- **Exercise aim**: Return every record below exactly as written.
****************
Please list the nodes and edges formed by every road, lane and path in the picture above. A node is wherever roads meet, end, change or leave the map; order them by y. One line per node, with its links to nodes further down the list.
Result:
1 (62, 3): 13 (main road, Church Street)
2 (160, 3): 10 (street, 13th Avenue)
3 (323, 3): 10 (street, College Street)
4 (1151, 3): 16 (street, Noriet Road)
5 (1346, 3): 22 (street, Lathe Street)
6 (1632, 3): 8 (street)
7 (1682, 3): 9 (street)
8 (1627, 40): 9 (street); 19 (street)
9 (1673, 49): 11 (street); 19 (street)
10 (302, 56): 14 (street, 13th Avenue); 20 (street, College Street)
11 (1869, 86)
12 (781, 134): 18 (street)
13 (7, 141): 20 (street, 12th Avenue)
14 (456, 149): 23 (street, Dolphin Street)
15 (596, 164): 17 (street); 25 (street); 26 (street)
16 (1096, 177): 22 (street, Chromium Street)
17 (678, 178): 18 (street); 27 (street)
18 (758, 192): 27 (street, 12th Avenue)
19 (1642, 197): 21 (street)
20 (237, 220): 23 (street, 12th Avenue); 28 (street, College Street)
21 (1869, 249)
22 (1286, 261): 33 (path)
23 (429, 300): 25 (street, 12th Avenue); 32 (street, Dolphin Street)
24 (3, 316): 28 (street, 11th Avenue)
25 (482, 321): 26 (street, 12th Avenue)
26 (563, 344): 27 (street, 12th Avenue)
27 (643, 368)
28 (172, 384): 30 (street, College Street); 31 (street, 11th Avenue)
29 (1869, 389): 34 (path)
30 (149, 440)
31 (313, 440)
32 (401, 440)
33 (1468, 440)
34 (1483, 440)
****************
- **Solution for this problem**:
Please list the nodes and edges formed by every road, lane and path in the picture above. A node is wherever roads meet, end, change or leave the map; order them by y. One line per node, with its links to nodes further down the list.
Result:
1 (62, 3): 13 (main road, Church Street)
2 (160, 3): 10 (street, 13th Avenue)
3 (323, 3): 10 (street, College Street)
4 (1151, 3): 16 (street, Noriet Road)
5 (1346, 3): 22 (street, Lathe Street)
6 (1632, 3): 8 (street)
7 (1682, 3): 9 (street)
8 (1627, 40): 9 (street); 19 (street)
9 (1673, 49): 11 (street); 19 (street)
10 (302, 56): 14 (street, 13th Avenue); 20 (street, College Street)
11 (1869, 86)
12 (781, 134): 18 (street)
13 (7, 141): 20 (street, 12th Avenue)
14 (456, 149): 23 (street, Dolphin Street)
15 (596, 164): 17 (street); 25 (street); 26 (street)
16 (1096, 177): 22 (street, Chromium Street)
17 (678, 178): 18 (street); 27 (street)
18 (758, 192): 27 (street, 12th Avenue)
19 (1642, 197): 21 (street)
20 (237, 220): 23 (street, 12th Avenue); 28 (street, College Street)
21 (1869, 249)
22 (1286, 261): 33 (path)
23 (429, 300): 25 (street, 12th Avenue); 32 (street, Dolphin Street)
24 (3, 316): 28 (street, 11th Avenue)
25 (482, 321): 26 (street, 12th Avenue)
26 (563, 344): 27 (street, 12th Avenue)
27 (643, 368)
28 (172, 384): 30 (street, College Street); 31 (street, 11th Avenue)
29 (1869, 389): 34 (path)
30 (149, 440)
31 (313, 440)
32 (401, 440)
33 (1468, 440)
34 (1483, 440)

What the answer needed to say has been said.